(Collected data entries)

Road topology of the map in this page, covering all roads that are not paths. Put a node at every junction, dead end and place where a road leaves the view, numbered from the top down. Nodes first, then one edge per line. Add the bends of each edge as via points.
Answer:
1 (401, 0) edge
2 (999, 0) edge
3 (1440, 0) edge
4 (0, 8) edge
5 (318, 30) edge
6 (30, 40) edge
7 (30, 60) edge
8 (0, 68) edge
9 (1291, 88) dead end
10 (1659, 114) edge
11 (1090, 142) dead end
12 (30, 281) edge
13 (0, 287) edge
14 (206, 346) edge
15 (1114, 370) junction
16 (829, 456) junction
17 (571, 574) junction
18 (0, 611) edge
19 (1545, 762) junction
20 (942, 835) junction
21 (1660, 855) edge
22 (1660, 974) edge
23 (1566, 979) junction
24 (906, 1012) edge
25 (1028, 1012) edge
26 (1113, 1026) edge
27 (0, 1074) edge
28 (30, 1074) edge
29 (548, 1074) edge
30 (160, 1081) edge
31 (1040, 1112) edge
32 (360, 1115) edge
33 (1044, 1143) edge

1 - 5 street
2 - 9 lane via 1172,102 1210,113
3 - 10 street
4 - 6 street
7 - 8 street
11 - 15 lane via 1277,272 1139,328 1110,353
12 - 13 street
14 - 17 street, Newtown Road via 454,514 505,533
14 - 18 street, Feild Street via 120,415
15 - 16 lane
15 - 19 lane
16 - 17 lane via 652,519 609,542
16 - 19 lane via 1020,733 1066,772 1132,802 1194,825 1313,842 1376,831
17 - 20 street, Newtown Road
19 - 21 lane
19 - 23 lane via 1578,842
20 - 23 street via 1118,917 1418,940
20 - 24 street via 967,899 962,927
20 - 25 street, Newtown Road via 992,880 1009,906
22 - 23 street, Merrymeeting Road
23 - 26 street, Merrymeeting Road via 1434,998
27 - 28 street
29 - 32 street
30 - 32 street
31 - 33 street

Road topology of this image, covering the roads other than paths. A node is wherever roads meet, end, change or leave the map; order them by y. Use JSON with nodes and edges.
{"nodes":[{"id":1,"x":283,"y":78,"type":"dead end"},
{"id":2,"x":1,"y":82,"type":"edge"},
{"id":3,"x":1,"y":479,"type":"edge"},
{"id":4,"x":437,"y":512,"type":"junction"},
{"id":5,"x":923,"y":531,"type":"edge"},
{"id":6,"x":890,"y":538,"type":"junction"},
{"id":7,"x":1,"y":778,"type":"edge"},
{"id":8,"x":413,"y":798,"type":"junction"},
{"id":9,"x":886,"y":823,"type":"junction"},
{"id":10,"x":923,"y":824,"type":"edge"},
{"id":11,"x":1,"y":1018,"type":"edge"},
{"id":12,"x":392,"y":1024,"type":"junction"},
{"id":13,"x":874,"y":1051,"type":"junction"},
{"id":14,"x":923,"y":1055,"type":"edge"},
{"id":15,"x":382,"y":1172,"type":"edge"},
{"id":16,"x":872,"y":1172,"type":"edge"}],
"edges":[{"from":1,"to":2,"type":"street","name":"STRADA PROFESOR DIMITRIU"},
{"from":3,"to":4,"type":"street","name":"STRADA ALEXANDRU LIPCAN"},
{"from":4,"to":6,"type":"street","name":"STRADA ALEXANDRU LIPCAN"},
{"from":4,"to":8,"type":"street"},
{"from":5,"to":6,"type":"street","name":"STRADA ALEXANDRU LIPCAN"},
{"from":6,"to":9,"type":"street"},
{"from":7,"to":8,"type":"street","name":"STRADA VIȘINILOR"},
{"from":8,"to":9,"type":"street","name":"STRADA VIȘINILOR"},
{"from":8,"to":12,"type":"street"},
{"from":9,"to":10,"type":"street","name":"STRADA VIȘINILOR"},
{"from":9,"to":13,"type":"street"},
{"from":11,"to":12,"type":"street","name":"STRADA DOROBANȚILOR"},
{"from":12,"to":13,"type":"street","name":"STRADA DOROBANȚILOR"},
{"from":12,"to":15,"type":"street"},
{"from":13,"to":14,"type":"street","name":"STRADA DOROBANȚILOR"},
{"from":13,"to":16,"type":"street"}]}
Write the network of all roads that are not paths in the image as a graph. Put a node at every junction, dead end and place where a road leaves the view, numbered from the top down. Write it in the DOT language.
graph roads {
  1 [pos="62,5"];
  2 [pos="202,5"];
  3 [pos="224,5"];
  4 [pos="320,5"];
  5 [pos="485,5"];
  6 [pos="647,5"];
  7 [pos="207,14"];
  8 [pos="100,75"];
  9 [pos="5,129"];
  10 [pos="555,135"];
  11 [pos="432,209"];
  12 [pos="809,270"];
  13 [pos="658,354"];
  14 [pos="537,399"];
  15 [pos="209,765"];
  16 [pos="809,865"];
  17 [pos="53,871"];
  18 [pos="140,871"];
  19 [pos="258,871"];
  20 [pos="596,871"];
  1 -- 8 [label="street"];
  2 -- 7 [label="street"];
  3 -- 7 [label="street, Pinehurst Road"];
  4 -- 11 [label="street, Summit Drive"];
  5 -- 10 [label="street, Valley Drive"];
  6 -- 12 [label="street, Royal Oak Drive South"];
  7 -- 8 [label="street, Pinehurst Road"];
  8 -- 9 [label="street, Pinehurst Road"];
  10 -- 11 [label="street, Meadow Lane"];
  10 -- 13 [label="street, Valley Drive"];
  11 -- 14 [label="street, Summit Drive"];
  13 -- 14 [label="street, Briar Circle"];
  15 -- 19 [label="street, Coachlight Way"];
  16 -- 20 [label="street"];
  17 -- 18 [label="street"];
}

Exercise details – What you return must be the entries, given again word for word.

Your solution –
Road topology of the map in this page, covering all roads that are not paths. Put a node at every junction, dead end and place where a road leaves the view, numbered from the top down. Nodes first, then one edge per line. Add the bends of each edge as via points.
Answer:
1 (401, 0) edge
2 (999, 0) edge
3 (1440, 0) edge
4 (0, 8) edge
5 (318, 30) edge
6 (30, 40) edge
7 (30, 60) edge
8 (0, 68) edge
9 (1291, 88) dead end
10 (1659, 114) edge
11 (1090, 142) dead end
12 (30, 281) edge
13 (0, 287) edge
14 (206, 346) edge
15 (1114, 370) junction
16 (829, 456) junction
17 (571, 574) junction
18 (0, 611) edge
19 (1545, 762) junction
20 (942, 835) junction
21 (1660, 855) edge
22 (1660, 974) edge
23 (1566, 979) junction
24 (906, 1012) edge
25 (1028, 1012) edge
26 (1113, 1026) edge
27 (0, 1074) edge
28 (30, 1074) edge
29 (548, 1074) edge
30 (160, 1081) edge
31 (1040, 1112) edge
32 (360, 1115) edge
33 (1044, 1143) edge

1 - 5 street
2 - 9 lane via 1172,102 1210,113
3 - 10 street
4 - 6 street
7 - 8 street
11 - 15 lane via 1277,272 1139,328 1110,353
12 - 13 street
14 - 17 street, Newtown Road via 454,514 505,533
14 - 18 street, Feild Street via 120,415
15 - 16 lane
15 - 19 lane
16 - 17 lane via 652,519 609,542
16 - 19 lane via 1020,733 1066,772 1132,802 1194,825 1313,842 1376,831
17 - 20 street, Newtown Road
19 - 21 lane
19 - 23 lane via 1578,842
20 - 23 street via 1118,917 1418,940
20 - 24 street via 967,899 962,927
20 - 25 street, Newtown Road via 992,880 1009,906
22 - 23 street, Merrymeeting Road
23 - 26 street, Merrymeeting Road via 1434,998
27 - 28 street
29 - 32 street
30 - 32 street
31 - 33 street

Road topology of this image, covering the roads other than paths. A node is wherever roads meet, end, change or leave the map; order them by y. Use JSON with nodes and edges.
{"nodes":[{"id":1,"x":283,"y":78,"type":"dead end"},
{"id":2,"x":1,"y":82,"type":"edge"},
{"id":3,"x":1,"y":479,"type":"edge"},
{"id":4,"x":437,"y":512,"type":"junction"},
{"id":5,"x":923,"y":531,"type":"edge"},
{"id":6,"x":890,"y":538,"type":"junction"},
{"id":7,"x":1,"y":778,"type":"edge"},
{"id":8,"x":413,"y":798,"type":"junction"},
{"id":9,"x":886,"y":823,"type":"junction"},
{"id":10,"x":923,"y":824,"type":"edge"},
{"id":11,"x":1,"y":1018,"type":"edge"},
{"id":12,"x":392,"y":1024,"type":"junction"},
{"id":13,"x":874,"y":1051,"type":"junction"},
{"id":14,"x":923,"y":1055,"type":"edge"},
{"id":15,"x":382,"y":1172,"type":"edge"},
{"id":16,"x":872,"y":1172,"type":"edge"}],
"edges":[{"from":1,"to":2,"type":"street","name":"STRADA PROFESOR DIMITRIU"},
{"from":3,"to":4,"type":"street","name":"STRADA ALEXANDRU LIPCAN"},
{"from":4,"to":6,"type":"street","name":"STRADA ALEXANDRU LIPCAN"},
{"from":4,"to":8,"type":"street"},
{"from":5,"to":6,"type":"street","name":"STRADA ALEXANDRU LIPCAN"},
{"from":6,"to":9,"type":"street"},
{"from":7,"to":8,"type":"street","name":"STRADA VIȘINILOR"},
{"from":8,"to":9,"type":"street","name":"STRADA VIȘINILOR"},
{"from":8,"to":12,"type":"street"},
{"from":9,"to":10,"type":"street","name":"STRADA VIȘINILOR"},
{"from":9,"to":13,"type":"street"},
{"from":11,"to":12,"type":"street","name":"STRADA DOROBANȚILOR"},
{"from":12,"to":13,"type":"street","name":"STRADA DOROBANȚILOR"},
{"from":12,"to":15,"type":"street"},
{"from":13,"to":14,"type":"street","name":"STRADA DOROBANȚILOR"},
{"from":13,"to":16,"type":"street"}]}
Write the network of all roads that are not paths in the image as a graph. Put a node at every junction, dead end and place where a road leaves the view, numbered from the top down. Write it in the DOT language.
graph roads {
  1 [pos="62,5"];
  2 [pos="202,5"];
  3 [pos="224,5"];
  4 [pos="320,5"];
  5 [pos="485,5"];
  6 [pos="647,5"];
  7 [pos="207,14"];
  8 [pos="100,75"];
  9 [pos="5,129"];
  10 [pos="555,135"];
  11 [pos="432,209"];
  12 [pos="809,270"];
  13 [pos="658,354"];
  14 [pos="537,399"];
  15 [pos="209,765"];
  16 [pos="809,865"];
  17 [pos="53,871"];
  18 [pos="140,871"];
  19 [pos="258,871"];
  20 [pos="596,871"];
  1 -- 8 [label="street"];
  2 -- 7 [label="street"];
  3 -- 7 [label="street, Pinehurst Road"];
  4 -- 11 [label="street, Summit Drive"];
  5 -- 10 [label="street, Valley Drive"];
  6 -- 12 [label="street, Royal Oak Drive South"];
  7 -- 8 [label="street, Pinehurst Road"];
  8 -- 9 [label="street, Pinehurst Road"];
  10 -- 11 [label="street, Meadow Lane"];
  10 -- 13 [label="street, Valley Drive"];
  11 -- 14 [label="street, Summit Drive"];
  13 -- 14 [label="street, Briar Circle"];
  15 -- 19 [label="street, Coachlight Way"];
  16 -- 20 [label="street"];
  17 -- 18 [label="street"];
}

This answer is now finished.